(Stored data)
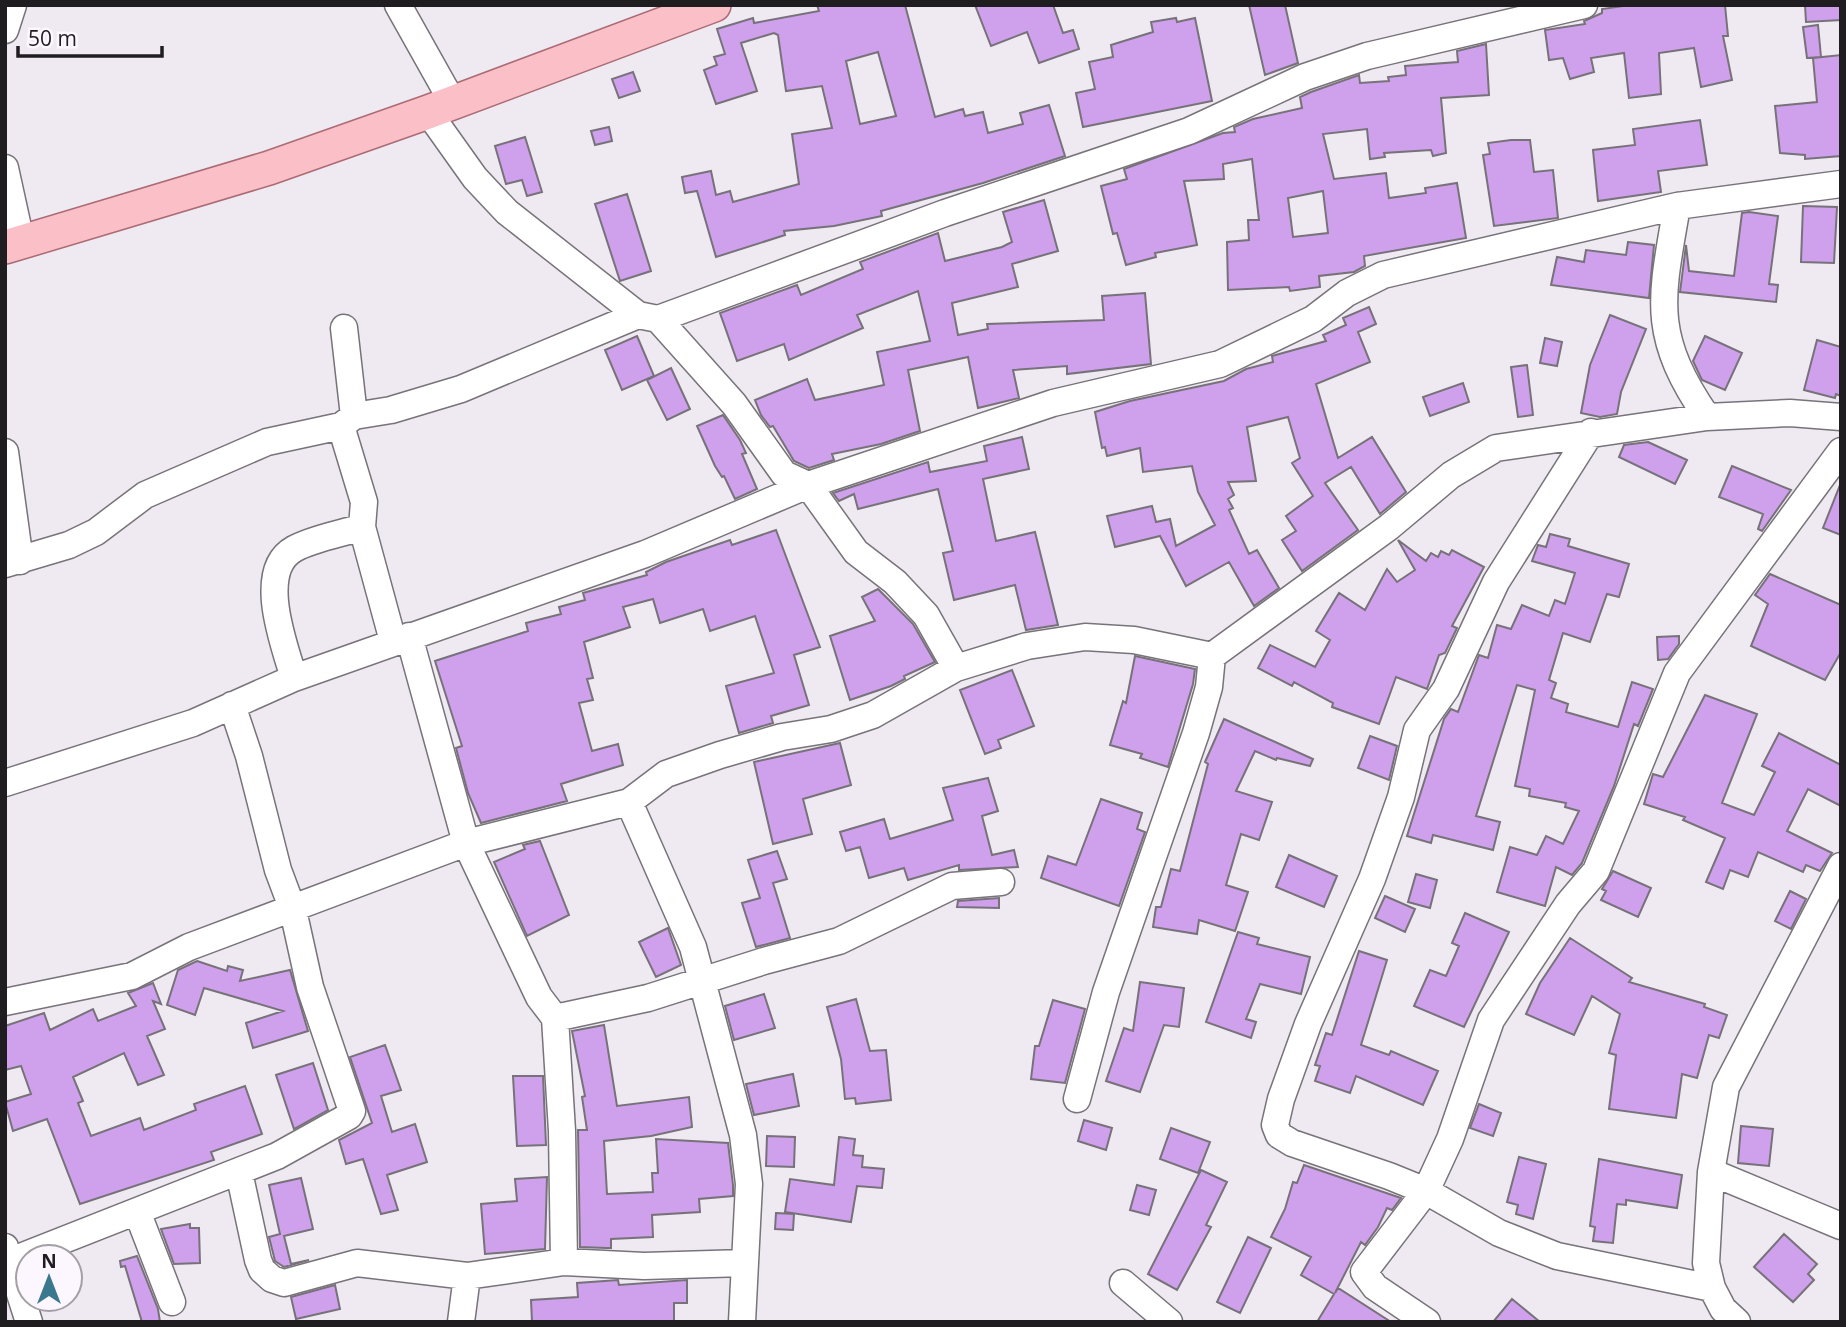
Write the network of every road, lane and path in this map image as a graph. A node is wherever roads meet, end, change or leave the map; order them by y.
1 (13, 5) edge
2 (398, 5) edge
3 (714, 5) edge
4 (1584, 5) edge
5 (5, 30) edge
6 (441, 108) junction
7 (5, 168) edge
8 (1841, 184) edge
9 (1677, 206) junction
10 (13, 244) edge
11 (648, 317) junction
12 (344, 328) dead end
13 (1707, 417) junction
14 (1841, 417) edge
15 (347, 421) junction
16 (1591, 432) junction
17 (1841, 451) edge
18 (5, 452) edge
19 (808, 485) junction
20 (362, 527) junction
21 (12, 562) edge
22 (401, 638) junction
23 (1212, 656) junction
24 (956, 668) junction
25 (294, 678) junction
26 (232, 705) junction
27 (5, 783) edge
28 (629, 802) junction
29 (466, 843) junction
30 (1841, 866) edge
31 (1001, 882) dead end
32 (293, 910) junction
33 (701, 983) junction
34 (5, 1002) edge
35 (555, 1018) junction
36 (1077, 1098) dead end
37 (239, 1171) junction
38 (1711, 1172) junction
39 (1426, 1191) junction
40 (138, 1214) junction
41 (1841, 1226) edge
42 (7, 1257) edge
43 (564, 1262) junction
44 (745, 1263) junction
45 (467, 1276) junction
46 (1123, 1283) dead end
47 (1712, 1288) junction
48 (172, 1301) dead end
49 (29, 1322) edge
50 (461, 1322) edge
51 (742, 1322) edge
52 (1169, 1322) edge
53 (1427, 1322) edge
54 (1737, 1322) edge

1 - 5 street
2 - 6 street
3 - 6 main road
4 - 11 street
6 - 10 main road
6 - 11 street
7 - 10 street
8 - 9 street
9 - 13 street
9 - 19 street
11 - 15 street
11 - 19 street
12 - 15 street
13 - 14 street
13 - 16 street
15 - 20 street
15 - 21 street
16 - 23 street
16 - 39 street
17 - 39 street
18 - 21 street
19 - 22 street
19 - 24 street
20 - 22 street
20 - 25 street
22 - 25 street
22 - 29 street
23 - 24 street
23 - 36 street
24 - 28 street
25 - 26 street
26 - 27 street
26 - 32 street
28 - 29 street
28 - 33 street
29 - 32 street
29 - 35 street
30 - 38 street
31 - 33 street
32 - 34 street
32 - 37 street
33 - 35 street
33 - 44 street
35 - 43 street
37 - 40 street
37 - 45 street
38 - 41 street
38 - 47 street
39 - 47 street
39 - 53 street
40 - 42 street
40 - 48 street
42 - 49 street
43 - 44 street
43 - 45 street
44 - 51 street
45 - 50 street
46 - 52 street
47 - 54 street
(End Stored data)
What to produce - Tally up the lines above in which "road" occurs. Give the result as a bare number.

Response area - 3